イリノイ州議会は2026年6月1日(月)早朝、次年度に向けて約560億ドル [1] の予算案を可決した [4]

予算案の承認により州の運営は継続されるが、同時に提出されていた球場建設へのインセンティブ法案が否決されたため、アーリントンハイツに計画されているシカゴ・ベアーズの新本拠地の行方は不透明となった。

559億ドル [2] から約560億ドル [1] に及ぶこの支出計画は、上昇する住宅費やヘルスケアコストへの対応を目的としている。また、議員らは連邦政府からの資金削減の可能性に備えることも意図した。この予算は2026年7月1日に施行される [3]

包括的な予算案は可決された一方で、シカゴ・ベアーズに経済的インセンティブを提供するための個別の提案は支持を得られなかった。議員らは球場法案を2回可決させようと試みたが、インセンティブの具体的な条件について合意に至らず、いずれも否決された [5]

エマニュエル・"クリス"・ウェルチ下院議長は、「この夏の間も、解決策について話し合いを続ける」と述べた。

シカゴ・ベアーズは予算決決後、声明を発表した。「我々は引き続きイリノイ州に留まる意思を持っており、州のリーダーたちと協力を続けていく」としている。

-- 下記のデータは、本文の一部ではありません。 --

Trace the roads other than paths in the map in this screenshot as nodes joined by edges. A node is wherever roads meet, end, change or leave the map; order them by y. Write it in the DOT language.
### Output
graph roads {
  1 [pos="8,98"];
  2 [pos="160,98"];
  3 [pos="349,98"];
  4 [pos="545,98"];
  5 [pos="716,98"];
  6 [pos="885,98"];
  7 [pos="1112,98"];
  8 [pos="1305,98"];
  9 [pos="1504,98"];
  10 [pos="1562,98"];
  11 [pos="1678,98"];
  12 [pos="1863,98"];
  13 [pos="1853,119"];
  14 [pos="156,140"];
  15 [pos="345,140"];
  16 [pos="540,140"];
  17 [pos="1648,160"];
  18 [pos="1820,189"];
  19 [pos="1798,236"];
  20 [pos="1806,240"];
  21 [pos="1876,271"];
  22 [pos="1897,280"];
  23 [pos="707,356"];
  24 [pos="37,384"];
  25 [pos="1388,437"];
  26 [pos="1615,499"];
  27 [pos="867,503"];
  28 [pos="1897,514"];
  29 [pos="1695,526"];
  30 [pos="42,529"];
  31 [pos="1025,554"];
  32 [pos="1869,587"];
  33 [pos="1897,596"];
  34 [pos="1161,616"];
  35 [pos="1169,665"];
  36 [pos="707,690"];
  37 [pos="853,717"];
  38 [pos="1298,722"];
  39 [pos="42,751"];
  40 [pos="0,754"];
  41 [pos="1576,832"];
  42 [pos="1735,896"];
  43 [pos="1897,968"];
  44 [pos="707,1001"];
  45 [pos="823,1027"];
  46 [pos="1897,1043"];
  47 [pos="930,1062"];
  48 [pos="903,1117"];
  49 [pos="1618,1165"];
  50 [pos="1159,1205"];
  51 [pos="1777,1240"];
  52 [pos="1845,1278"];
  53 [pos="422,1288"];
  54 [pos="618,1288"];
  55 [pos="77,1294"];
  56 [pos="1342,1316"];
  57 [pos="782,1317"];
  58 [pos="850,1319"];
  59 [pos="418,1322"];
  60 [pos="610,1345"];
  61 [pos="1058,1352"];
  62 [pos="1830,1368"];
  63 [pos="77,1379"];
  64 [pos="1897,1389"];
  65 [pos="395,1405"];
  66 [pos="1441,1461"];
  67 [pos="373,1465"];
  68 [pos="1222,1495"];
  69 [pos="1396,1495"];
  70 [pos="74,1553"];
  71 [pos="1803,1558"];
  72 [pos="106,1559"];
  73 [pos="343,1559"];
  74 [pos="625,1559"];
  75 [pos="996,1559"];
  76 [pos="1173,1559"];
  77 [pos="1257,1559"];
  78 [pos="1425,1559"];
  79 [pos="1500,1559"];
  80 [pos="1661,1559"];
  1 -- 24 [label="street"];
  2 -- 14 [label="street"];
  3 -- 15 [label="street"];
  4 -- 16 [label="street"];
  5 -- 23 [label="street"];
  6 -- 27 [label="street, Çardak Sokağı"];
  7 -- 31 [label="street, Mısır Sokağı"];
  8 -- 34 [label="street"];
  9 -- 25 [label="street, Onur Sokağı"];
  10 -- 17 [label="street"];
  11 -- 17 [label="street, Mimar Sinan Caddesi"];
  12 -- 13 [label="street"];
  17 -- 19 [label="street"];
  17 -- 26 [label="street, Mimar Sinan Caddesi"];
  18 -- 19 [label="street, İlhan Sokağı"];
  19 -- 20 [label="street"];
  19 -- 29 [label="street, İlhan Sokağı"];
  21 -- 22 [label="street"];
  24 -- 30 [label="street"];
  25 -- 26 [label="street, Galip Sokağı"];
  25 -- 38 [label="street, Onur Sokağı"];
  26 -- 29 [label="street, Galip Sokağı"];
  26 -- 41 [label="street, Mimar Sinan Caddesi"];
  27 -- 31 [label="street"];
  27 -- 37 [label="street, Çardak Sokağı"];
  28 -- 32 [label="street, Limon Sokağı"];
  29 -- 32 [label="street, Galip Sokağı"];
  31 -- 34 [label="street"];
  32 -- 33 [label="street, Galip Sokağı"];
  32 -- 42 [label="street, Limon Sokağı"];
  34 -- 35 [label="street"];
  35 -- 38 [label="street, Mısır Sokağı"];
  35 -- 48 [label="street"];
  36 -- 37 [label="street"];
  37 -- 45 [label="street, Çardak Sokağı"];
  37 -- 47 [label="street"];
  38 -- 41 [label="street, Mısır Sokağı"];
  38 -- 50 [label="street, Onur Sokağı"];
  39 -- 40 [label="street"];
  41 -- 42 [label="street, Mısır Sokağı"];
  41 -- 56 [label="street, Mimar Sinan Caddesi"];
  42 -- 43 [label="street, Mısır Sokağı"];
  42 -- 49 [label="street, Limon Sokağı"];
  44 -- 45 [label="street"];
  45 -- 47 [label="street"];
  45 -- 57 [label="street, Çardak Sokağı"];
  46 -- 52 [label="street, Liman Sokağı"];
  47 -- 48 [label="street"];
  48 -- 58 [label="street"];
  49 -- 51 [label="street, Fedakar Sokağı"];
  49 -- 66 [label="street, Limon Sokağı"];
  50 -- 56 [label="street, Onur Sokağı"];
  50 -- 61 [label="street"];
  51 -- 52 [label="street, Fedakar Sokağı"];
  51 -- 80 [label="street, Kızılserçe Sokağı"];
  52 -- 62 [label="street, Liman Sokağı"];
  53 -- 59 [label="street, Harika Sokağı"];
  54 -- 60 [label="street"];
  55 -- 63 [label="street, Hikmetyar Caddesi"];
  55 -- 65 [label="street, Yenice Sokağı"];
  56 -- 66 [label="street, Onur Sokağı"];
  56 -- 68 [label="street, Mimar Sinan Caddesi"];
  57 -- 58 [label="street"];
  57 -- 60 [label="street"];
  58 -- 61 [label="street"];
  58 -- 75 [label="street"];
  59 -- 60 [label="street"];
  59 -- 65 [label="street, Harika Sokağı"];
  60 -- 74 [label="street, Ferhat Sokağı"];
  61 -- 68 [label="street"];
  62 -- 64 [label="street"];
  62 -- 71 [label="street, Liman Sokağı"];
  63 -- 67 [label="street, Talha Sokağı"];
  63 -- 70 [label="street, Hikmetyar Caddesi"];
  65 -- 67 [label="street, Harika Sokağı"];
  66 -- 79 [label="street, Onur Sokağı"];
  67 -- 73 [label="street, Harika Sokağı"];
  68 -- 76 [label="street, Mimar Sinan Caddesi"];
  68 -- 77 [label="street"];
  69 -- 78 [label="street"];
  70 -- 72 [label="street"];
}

この合意の停滞は、郊外への新球場建設がもたらす経済的影響について、スプリングフィールドで数週間にわたる審議が行われた末の結果である。立法上の後退はあったものの、州の指導者とチーム関係者は交渉が完全に終了したわけではないことを示唆している。ただし、新たな法案提出のスケジュールは定まっていない。

「この夏の間も、解決策について話し合いを続ける」

州予算と球場法案が切り離されたことは、イリノイ州の議員たちが不可欠な政府予算をスポーツ施設の案件に結びつけることを拒んだことを示している。インセンティブなしで予算を可決したことで、州はシカゴ・ベアーズのインフラ需要よりも、財政の安定と公共サービスを優先させた。これにより、夏季休会中の交渉の負担は、チーム側と少数の議員グループに再び委ねられることとなった。